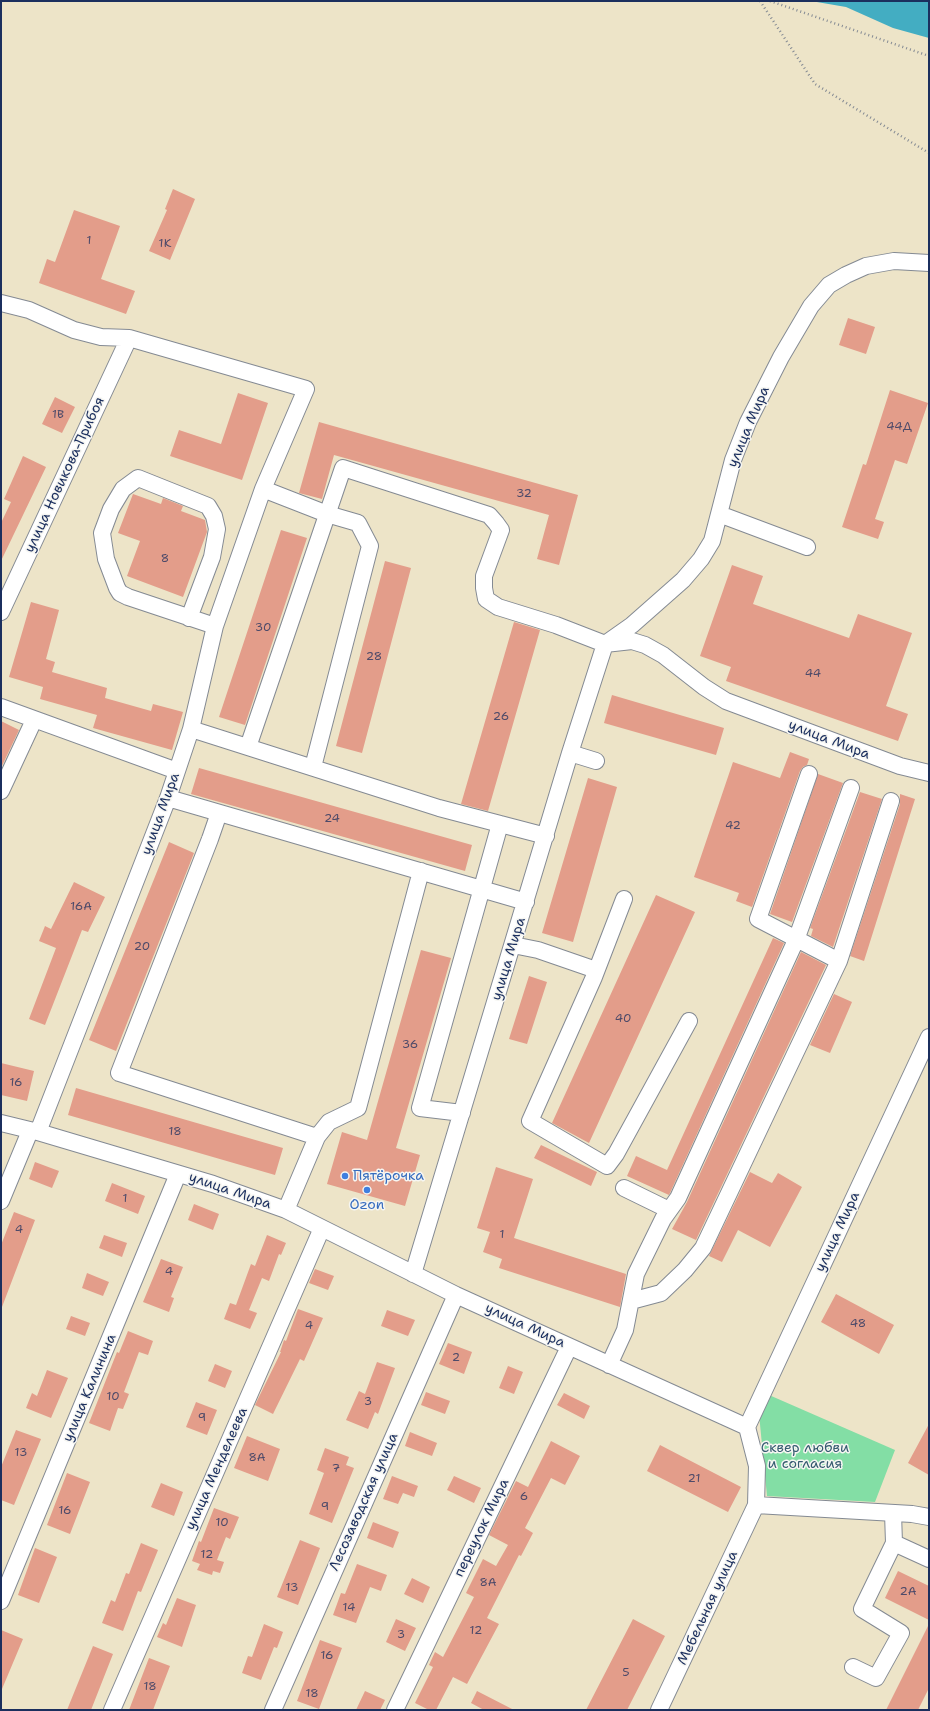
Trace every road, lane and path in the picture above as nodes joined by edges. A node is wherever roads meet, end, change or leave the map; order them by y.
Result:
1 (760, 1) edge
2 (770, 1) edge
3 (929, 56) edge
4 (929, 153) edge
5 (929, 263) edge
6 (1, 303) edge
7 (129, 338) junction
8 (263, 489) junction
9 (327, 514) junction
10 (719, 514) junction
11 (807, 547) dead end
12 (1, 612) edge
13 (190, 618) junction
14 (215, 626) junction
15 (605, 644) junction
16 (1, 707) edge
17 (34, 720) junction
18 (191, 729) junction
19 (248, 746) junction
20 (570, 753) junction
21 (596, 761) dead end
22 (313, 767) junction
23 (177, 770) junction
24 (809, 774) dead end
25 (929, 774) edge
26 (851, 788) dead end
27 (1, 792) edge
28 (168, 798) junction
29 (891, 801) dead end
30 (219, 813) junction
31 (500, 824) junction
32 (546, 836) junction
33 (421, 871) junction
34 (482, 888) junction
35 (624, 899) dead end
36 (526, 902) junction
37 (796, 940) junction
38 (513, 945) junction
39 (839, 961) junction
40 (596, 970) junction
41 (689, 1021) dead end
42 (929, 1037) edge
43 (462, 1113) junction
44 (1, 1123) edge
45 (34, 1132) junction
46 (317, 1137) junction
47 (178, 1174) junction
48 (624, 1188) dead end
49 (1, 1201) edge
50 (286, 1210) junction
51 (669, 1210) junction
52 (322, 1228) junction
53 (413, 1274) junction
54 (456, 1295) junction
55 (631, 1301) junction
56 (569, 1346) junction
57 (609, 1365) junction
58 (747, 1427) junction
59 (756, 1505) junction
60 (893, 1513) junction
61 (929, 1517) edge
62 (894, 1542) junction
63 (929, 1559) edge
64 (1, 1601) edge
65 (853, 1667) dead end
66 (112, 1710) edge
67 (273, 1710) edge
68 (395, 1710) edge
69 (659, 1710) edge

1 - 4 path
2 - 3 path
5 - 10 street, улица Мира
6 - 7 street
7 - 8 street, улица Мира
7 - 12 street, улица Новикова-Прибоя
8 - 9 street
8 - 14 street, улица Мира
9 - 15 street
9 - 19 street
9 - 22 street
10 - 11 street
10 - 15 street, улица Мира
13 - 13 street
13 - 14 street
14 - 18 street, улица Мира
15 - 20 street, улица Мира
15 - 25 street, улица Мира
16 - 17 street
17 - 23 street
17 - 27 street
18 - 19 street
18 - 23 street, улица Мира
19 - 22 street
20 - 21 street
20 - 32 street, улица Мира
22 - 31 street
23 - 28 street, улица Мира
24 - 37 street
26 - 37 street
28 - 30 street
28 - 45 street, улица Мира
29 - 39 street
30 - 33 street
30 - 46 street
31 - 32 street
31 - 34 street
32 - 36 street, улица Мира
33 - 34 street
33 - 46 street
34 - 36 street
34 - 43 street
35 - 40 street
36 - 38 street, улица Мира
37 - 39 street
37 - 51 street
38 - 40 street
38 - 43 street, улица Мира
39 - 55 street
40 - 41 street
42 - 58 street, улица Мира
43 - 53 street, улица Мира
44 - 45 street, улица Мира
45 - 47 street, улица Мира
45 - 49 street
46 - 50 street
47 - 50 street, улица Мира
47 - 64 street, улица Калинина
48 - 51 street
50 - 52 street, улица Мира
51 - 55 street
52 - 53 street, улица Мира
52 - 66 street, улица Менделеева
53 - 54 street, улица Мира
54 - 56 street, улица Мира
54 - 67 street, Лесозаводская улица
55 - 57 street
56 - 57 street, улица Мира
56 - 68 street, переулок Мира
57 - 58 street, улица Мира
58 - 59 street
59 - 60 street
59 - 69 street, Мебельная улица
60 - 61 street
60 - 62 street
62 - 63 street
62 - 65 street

◇ ◇ ◇ ◇ ◇ ◇ ◇

» Problem statement
Copy all records exactly; omit images.

» Result of the exercise
Trace every road, lane and path in the picture above as nodes joined by edges. A node is wherever roads meet, end, change or leave the map; order them by y.
Result:
1 (760, 1) edge
2 (770, 1) edge
3 (929, 56) edge
4 (929, 153) edge
5 (929, 263) edge
6 (1, 303) edge
7 (129, 338) junction
8 (263, 489) junction
9 (327, 514) junction
10 (719, 514) junction
11 (807, 547) dead end
12 (1, 612) edge
13 (190, 618) junction
14 (215, 626) junction
15 (605, 644) junction
16 (1, 707) edge
17 (34, 720) junction
18 (191, 729) junction
19 (248, 746) junction
20 (570, 753) junction
21 (596, 761) dead end
22 (313, 767) junction
23 (177, 770) junction
24 (809, 774) dead end
25 (929, 774) edge
26 (851, 788) dead end
27 (1, 792) edge
28 (168, 798) junction
29 (891, 801) dead end
30 (219, 813) junction
31 (500, 824) junction
32 (546, 836) junction
33 (421, 871) junction
34 (482, 888) junction
35 (624, 899) dead end
36 (526, 902) junction
37 (796, 940) junction
38 (513, 945) junction
39 (839, 961) junction
40 (596, 970) junction
41 (689, 1021) dead end
42 (929, 1037) edge
43 (462, 1113) junction
44 (1, 1123) edge
45 (34, 1132) junction
46 (317, 1137) junction
47 (178, 1174) junction
48 (624, 1188) dead end
49 (1, 1201) edge
50 (286, 1210) junction
51 (669, 1210) junction
52 (322, 1228) junction
53 (413, 1274) junction
54 (456, 1295) junction
55 (631, 1301) junction
56 (569, 1346) junction
57 (609, 1365) junction
58 (747, 1427) junction
59 (756, 1505) junction
60 (893, 1513) junction
61 (929, 1517) edge
62 (894, 1542) junction
63 (929, 1559) edge
64 (1, 1601) edge
65 (853, 1667) dead end
66 (112, 1710) edge
67 (273, 1710) edge
68 (395, 1710) edge
69 (659, 1710) edge

1 - 4 path
2 - 3 path
5 - 10 street, улица Мира
6 - 7 street
7 - 8 street, улица Мира
7 - 12 street, улица Новикова-Прибоя
8 - 9 street
8 - 14 street, улица Мира
9 - 15 street
9 - 19 street
9 - 22 street
10 - 11 street
10 - 15 street, улица Мира
13 - 13 street
13 - 14 street
14 - 18 street, улица Мира
15 - 20 street, улица Мира
15 - 25 street, улица Мира
16 - 17 street
17 - 23 street
17 - 27 street
18 - 19 street
18 - 23 street, улица Мира
19 - 22 street
20 - 21 street
20 - 32 street, улица Мира
22 - 31 street
23 - 28 street, улица Мира
24 - 37 street
26 - 37 street
28 - 30 street
28 - 45 street, улица Мира
29 - 39 street
30 - 33 street
30 - 46 street
31 - 32 street
31 - 34 street
32 - 36 street, улица Мира
33 - 34 street
33 - 46 street
34 - 36 street
34 - 43 street
35 - 40 street
36 - 38 street, улица Мира
37 - 39 street
37 - 51 street
38 - 40 street
38 - 43 street, улица Мира
39 - 55 street
40 - 41 street
42 - 58 street, улица Мира
43 - 53 street, улица Мира
44 - 45 street, улица Мира
45 - 47 street, улица Мира
45 - 49 street
46 - 50 street
47 - 50 street, улица Мира
47 - 64 street, улица Калинина
48 - 51 street
50 - 52 street, улица Мира
51 - 55 street
52 - 53 street, улица Мира
52 - 66 street, улица Менделеева
53 - 54 street, улица Мира
54 - 56 street, улица Мира
54 - 67 street, Лесозаводская улица
55 - 57 street
56 - 57 street, улица Мира
56 - 68 street, переулок Мира
57 - 58 street, улица Мира
58 - 59 street
59 - 60 street
59 - 69 street, Мебельная улица
60 - 61 street
60 - 62 street
62 - 63 street
62 - 65 street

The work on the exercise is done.